Bolsonaro voltou a ser lembrado, e citado por Antonio Neto como o "Coiso" quando o assunto foi desarmamento. Neto se posicionou contrário às armas e foi seguido por Cidinha, que sugeriu a educação para evitar violência. Da Luz avaliou como uma "bobagem" a ideia de que armar a população eleva a segurança. Moira disse que sua candidatura é "da paz". Ferraro e Mancha seguiram na mesma linha.

O debate teve algumas provocações entre os candidatos. Mancha afirmou que Cidinha parece ser bem intencionada mas pertence ao MDB, partido do presidente Michel Temer. Ela respondeu que Temer não é candidato a nada e pediu que o adversário restringisse suas menções a ela própria.

Sem apresentar provas nem qualquer embasamento, Nivaldo acusou Diogo da Luz de ser sonegador.

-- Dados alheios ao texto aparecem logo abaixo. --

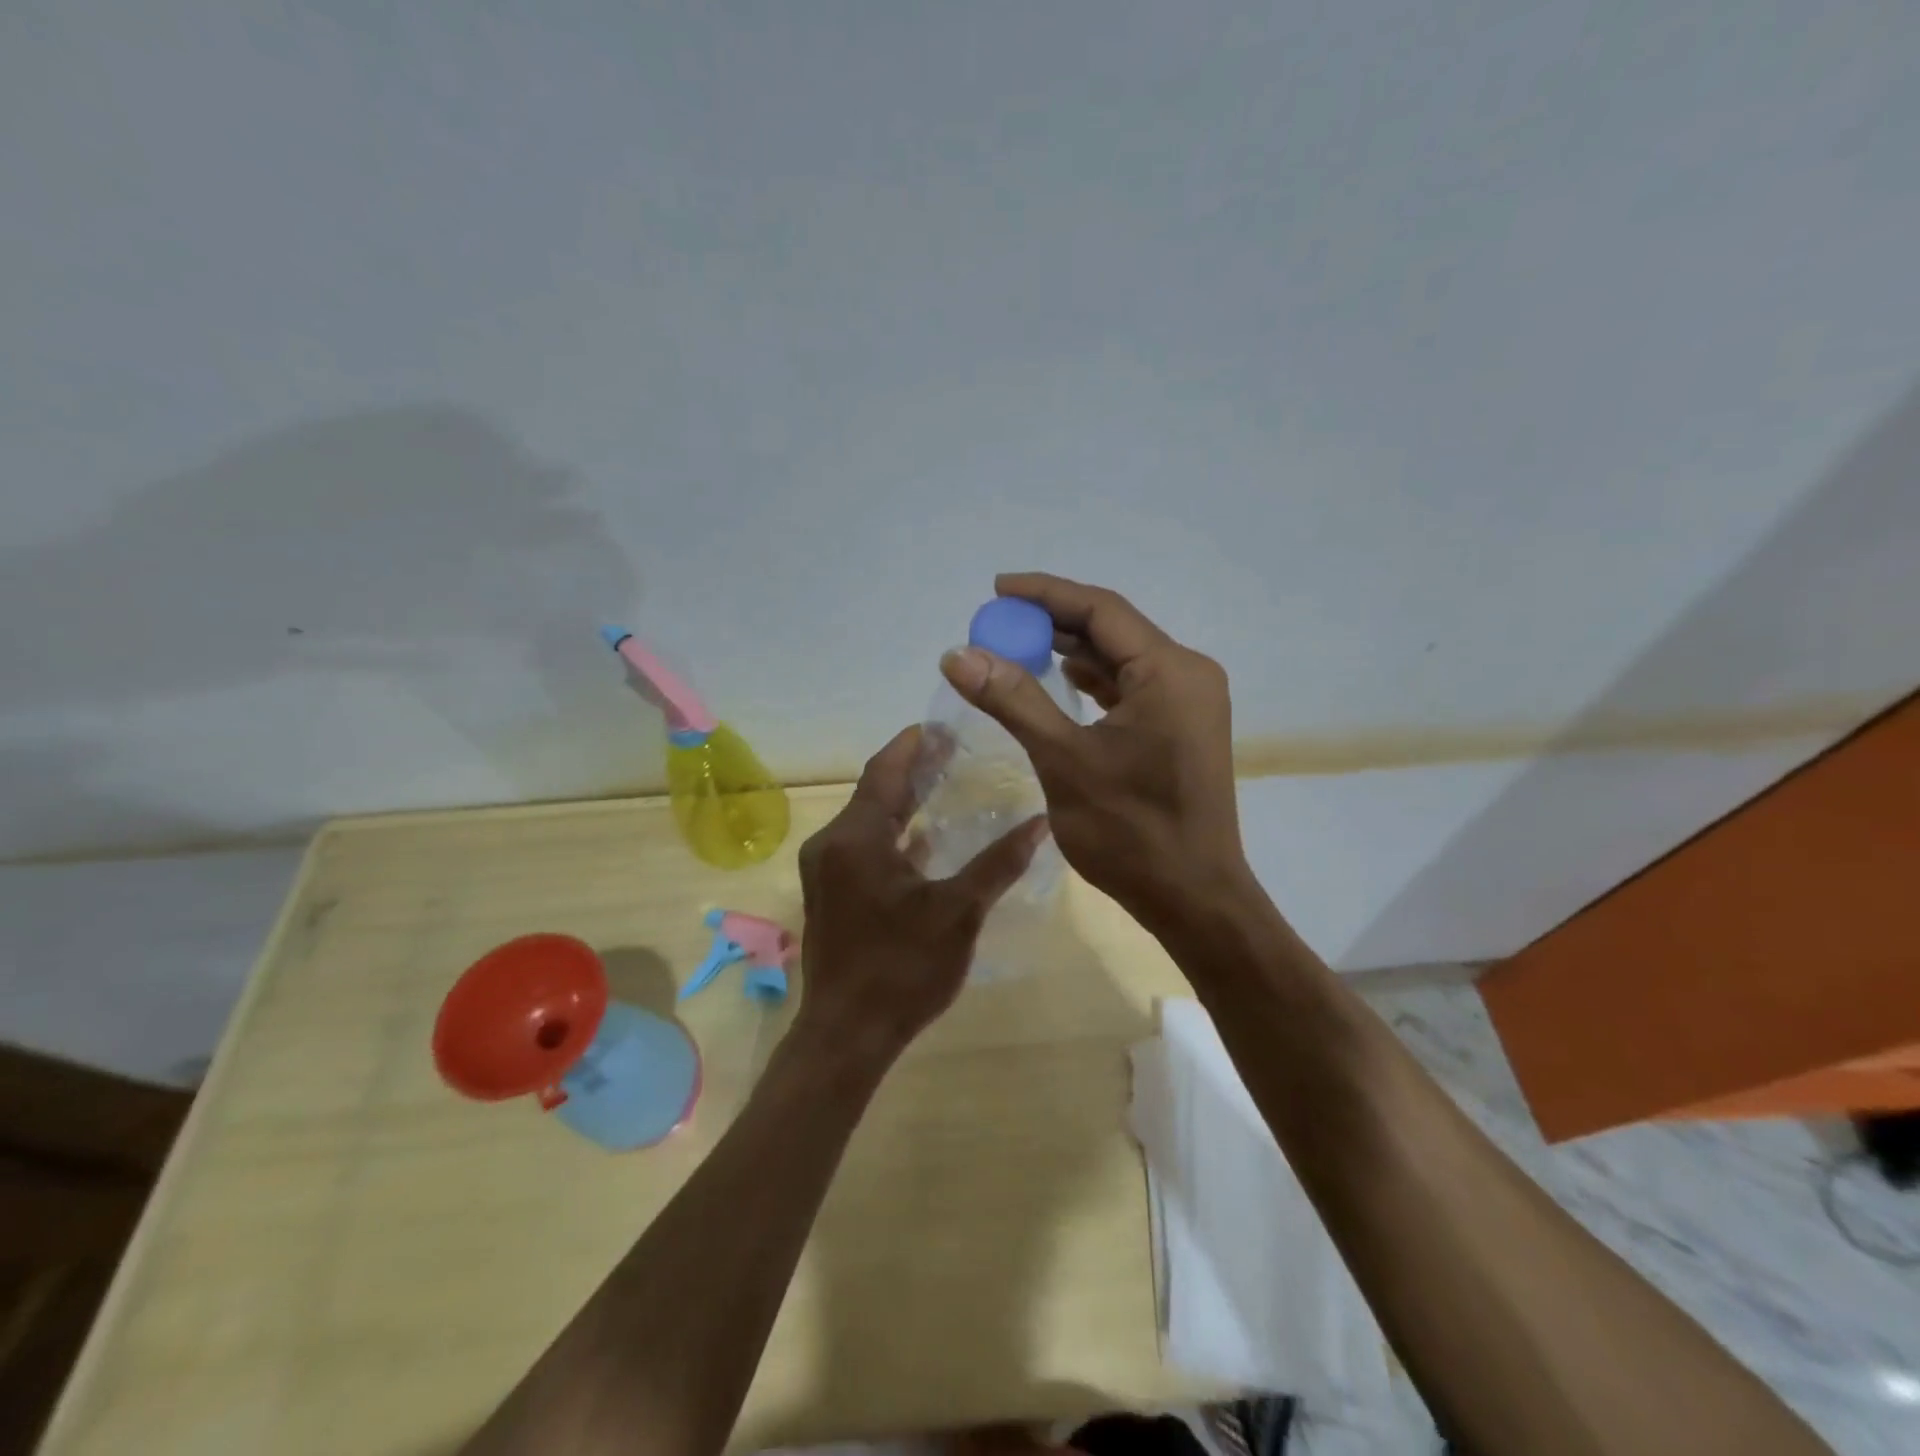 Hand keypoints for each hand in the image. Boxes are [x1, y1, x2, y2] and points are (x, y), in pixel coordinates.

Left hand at [794, 725, 1048, 1066]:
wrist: (846, 1035)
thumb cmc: (901, 969)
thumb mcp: (958, 912)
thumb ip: (998, 863)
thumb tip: (1041, 822)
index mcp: (856, 837)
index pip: (884, 770)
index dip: (912, 744)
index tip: (942, 724)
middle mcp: (832, 844)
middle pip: (874, 791)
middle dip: (911, 769)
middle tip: (953, 751)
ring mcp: (825, 871)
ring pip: (867, 820)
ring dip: (902, 802)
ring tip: (943, 785)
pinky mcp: (829, 895)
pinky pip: (862, 847)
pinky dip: (892, 835)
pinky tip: (923, 841)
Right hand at [938, 572, 1248, 934]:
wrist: (1193, 899)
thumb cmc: (1131, 832)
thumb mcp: (1064, 760)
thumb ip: (1013, 700)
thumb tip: (958, 654)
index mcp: (1170, 671)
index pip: (1101, 609)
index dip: (1045, 593)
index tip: (996, 589)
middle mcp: (1187, 674)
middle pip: (1112, 629)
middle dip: (1053, 623)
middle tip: (997, 623)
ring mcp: (1188, 703)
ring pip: (1121, 659)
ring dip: (1070, 651)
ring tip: (1017, 646)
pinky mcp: (1180, 728)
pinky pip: (1130, 687)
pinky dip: (1092, 681)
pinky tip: (1059, 679)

O candidato do partido Novo conseguiu direito de resposta. Ele foi o único que usou o microfone para se oferecer para ficar por mais tempo no local discutindo as propostas porque o evento começou com 40 minutos de atraso. Suplicy precisou sair antes do fim porque tinha outro compromisso.

Segundo o Ibope, Suplicy é o líder nas pesquisas de intenção de votos para o Senado em São Paulo, com 31%. Os outros candidatos que aparecem em seguida nas pesquisas não participaram do evento, como Mário Covas (Podemos), com 19%, Major Olímpio (PSL), com 11%, e Mara Gabrilli (PSDB), com 9%.